◆ ASSIGNED TASK: For each line below that holds "main", return the line as it stands.

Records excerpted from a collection
···
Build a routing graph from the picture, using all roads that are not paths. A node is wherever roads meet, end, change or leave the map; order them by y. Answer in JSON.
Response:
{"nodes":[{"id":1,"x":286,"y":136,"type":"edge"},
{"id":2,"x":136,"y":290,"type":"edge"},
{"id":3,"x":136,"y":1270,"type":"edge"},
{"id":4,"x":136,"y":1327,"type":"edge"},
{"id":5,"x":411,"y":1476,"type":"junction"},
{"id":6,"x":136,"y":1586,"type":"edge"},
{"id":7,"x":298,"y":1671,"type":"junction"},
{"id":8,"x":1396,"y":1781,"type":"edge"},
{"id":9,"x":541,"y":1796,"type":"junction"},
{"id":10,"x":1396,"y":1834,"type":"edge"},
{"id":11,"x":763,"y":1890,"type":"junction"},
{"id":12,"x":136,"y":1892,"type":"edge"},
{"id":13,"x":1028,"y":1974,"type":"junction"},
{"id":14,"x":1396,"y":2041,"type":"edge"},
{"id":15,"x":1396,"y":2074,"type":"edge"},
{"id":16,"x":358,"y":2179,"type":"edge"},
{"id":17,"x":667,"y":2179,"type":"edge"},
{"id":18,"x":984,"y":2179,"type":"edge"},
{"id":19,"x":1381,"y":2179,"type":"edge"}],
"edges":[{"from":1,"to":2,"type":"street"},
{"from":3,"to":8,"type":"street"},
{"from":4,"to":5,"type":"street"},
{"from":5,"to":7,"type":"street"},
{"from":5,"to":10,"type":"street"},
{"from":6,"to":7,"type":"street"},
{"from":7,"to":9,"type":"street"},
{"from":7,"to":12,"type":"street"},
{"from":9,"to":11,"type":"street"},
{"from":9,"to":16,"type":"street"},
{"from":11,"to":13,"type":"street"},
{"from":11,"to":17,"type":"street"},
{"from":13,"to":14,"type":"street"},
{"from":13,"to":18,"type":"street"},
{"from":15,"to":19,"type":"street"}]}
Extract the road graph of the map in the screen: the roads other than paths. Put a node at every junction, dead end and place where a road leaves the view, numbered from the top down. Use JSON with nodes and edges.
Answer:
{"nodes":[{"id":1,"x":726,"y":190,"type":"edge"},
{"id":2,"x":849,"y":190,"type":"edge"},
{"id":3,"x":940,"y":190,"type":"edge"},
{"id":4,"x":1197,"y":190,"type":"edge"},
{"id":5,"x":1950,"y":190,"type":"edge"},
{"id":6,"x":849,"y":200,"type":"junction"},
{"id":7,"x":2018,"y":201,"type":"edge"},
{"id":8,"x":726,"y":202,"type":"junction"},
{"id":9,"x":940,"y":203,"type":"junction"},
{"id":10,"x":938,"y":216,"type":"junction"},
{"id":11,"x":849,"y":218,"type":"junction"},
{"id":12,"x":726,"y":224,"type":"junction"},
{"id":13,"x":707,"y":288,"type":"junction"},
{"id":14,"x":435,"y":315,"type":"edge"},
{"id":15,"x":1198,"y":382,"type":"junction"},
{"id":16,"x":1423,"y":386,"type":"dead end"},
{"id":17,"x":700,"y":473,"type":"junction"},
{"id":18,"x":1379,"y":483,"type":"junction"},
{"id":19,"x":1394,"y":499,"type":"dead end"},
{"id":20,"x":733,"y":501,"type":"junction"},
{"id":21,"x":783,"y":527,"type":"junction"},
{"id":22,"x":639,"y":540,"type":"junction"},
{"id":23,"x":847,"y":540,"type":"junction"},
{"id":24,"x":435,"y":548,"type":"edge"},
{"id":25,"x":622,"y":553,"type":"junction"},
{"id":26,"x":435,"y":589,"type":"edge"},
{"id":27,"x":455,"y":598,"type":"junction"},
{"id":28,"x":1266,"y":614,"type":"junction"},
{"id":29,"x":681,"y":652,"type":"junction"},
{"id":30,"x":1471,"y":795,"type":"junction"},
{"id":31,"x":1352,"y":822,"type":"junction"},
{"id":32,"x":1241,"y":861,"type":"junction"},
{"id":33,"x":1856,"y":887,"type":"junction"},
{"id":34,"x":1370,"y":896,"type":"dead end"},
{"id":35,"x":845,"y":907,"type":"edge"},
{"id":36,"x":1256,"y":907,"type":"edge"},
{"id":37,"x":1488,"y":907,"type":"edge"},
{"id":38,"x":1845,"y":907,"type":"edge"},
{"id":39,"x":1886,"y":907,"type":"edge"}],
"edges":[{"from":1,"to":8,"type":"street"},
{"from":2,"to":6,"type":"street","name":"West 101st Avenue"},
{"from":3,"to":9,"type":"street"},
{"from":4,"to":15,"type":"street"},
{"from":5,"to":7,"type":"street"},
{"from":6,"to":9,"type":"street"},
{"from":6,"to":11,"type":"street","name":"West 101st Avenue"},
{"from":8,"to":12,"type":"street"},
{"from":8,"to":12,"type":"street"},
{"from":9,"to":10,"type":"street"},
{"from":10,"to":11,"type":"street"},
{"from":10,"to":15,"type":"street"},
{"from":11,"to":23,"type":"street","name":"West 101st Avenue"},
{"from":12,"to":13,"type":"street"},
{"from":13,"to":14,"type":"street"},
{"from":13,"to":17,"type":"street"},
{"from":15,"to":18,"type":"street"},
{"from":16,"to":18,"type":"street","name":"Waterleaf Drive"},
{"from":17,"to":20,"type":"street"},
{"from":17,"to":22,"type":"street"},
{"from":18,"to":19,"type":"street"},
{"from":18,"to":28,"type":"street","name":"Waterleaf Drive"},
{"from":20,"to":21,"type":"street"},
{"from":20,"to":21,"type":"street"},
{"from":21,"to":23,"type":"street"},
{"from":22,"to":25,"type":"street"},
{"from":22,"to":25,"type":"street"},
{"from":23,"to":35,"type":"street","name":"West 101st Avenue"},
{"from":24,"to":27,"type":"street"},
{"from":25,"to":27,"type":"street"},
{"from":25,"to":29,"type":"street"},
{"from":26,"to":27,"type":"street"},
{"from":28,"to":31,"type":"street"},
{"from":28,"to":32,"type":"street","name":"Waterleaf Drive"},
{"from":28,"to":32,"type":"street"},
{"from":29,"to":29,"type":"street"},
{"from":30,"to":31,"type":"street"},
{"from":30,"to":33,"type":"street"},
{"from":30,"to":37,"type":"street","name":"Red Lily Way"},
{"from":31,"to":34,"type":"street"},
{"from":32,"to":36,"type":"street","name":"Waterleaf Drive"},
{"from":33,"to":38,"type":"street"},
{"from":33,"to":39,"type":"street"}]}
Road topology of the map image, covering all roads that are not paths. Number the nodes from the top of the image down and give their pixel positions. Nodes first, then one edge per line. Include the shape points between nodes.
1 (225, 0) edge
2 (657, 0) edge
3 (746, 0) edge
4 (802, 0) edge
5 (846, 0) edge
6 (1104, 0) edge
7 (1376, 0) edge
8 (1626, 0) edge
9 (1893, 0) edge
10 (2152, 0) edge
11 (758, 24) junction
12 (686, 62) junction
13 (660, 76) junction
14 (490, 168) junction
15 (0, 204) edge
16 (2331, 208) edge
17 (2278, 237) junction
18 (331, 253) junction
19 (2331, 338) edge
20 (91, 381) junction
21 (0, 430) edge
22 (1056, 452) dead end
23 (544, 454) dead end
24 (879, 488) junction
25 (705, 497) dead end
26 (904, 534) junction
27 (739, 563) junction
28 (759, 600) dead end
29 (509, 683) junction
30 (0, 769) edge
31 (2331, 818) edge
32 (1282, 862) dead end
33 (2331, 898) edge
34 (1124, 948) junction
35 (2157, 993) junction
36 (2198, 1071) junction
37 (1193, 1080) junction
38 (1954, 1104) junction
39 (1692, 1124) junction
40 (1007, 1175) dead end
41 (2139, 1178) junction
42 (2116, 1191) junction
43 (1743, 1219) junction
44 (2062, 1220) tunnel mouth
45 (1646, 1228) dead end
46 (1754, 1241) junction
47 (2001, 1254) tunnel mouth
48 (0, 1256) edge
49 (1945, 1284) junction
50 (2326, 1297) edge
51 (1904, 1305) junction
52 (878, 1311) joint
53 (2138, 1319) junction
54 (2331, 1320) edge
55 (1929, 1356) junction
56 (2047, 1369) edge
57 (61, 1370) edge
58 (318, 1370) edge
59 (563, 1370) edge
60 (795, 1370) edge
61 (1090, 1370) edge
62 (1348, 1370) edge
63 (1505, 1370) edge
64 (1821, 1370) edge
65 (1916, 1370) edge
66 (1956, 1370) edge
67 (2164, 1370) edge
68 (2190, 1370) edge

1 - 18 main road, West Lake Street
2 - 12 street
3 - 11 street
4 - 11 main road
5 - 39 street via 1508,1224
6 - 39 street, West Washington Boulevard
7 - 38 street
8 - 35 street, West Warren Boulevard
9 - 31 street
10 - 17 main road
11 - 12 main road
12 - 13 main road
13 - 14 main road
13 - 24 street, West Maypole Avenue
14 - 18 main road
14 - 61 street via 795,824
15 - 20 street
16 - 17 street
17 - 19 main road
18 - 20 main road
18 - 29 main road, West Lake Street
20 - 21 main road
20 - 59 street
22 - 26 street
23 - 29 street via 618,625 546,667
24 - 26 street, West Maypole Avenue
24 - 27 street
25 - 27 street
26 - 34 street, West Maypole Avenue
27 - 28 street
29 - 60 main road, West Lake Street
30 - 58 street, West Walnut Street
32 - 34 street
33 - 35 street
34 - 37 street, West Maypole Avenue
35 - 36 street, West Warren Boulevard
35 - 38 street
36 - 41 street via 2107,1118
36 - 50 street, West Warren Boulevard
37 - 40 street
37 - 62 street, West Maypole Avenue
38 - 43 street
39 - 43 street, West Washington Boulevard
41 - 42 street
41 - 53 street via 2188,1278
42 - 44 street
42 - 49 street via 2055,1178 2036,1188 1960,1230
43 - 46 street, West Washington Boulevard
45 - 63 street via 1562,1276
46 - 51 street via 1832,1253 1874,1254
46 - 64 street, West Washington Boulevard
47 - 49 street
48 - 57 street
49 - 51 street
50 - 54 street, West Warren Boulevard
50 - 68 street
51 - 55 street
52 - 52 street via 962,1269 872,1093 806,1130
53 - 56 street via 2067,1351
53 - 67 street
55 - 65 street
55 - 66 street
···
◆ SOLUTION BELOW:
1 - 18 main road, West Lake Street
4 - 11 main road
10 - 17 main road
11 - 12 main road
12 - 13 main road
13 - 14 main road
14 - 18 main road
17 - 19 main road
18 - 20 main road
18 - 29 main road, West Lake Street
20 - 21 main road
29 - 60 main road, West Lake Street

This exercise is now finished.